**EXERCISE DETAILS**.
Word for word, print every entry below.

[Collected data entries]
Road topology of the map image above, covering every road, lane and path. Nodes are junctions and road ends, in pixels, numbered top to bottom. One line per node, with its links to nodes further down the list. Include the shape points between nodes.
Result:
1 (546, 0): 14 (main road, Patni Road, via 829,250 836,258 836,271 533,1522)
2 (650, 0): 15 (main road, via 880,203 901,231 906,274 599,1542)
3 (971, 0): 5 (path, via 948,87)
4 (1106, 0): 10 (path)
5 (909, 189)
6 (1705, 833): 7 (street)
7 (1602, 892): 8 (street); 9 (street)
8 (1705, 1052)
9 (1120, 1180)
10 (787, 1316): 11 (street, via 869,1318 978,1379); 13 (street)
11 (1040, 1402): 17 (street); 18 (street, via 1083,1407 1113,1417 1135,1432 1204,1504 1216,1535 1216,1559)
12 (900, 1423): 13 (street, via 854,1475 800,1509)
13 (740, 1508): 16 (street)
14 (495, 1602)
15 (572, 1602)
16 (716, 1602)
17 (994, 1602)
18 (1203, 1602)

**YOUR RESPONSE**.
Road topology of the map image above, covering every road, lane and path. Nodes are junctions and road ends, in pixels, numbered top to bottom. One line per node, with its links to nodes further down the list. Include the shape points between nodes.
Result:
1 (546, 0): 14 (main road, Patni Road, via 829,250 836,258 836,271 533,1522)
2 (650, 0): 15 (main road, via 880,203 901,231 906,274 599,1542)
3 (971, 0): 5 (path, via 948,87)
4 (1106, 0): 10 (path)
5 (909, 189)
6 (1705, 833): 7 (street)
7 (1602, 892): 8 (street); 9 (street)
8 (1705, 1052)
9 (1120, 1180)
10 (787, 1316): 11 (street, via 869,1318 978,1379); 13 (street)
11 (1040, 1402): 17 (street); 18 (street, via 1083,1407 1113,1417 1135,1432 1204,1504 1216,1535 1216,1559)
12 (900, 1423): 13 (street, via 854,1475 800,1509)
13 (740, 1508): 16 (street)
14 (495, 1602)
15 (572, 1602)
16 (716, 1602)
17 (994, 1602)
18 (1203, 1602)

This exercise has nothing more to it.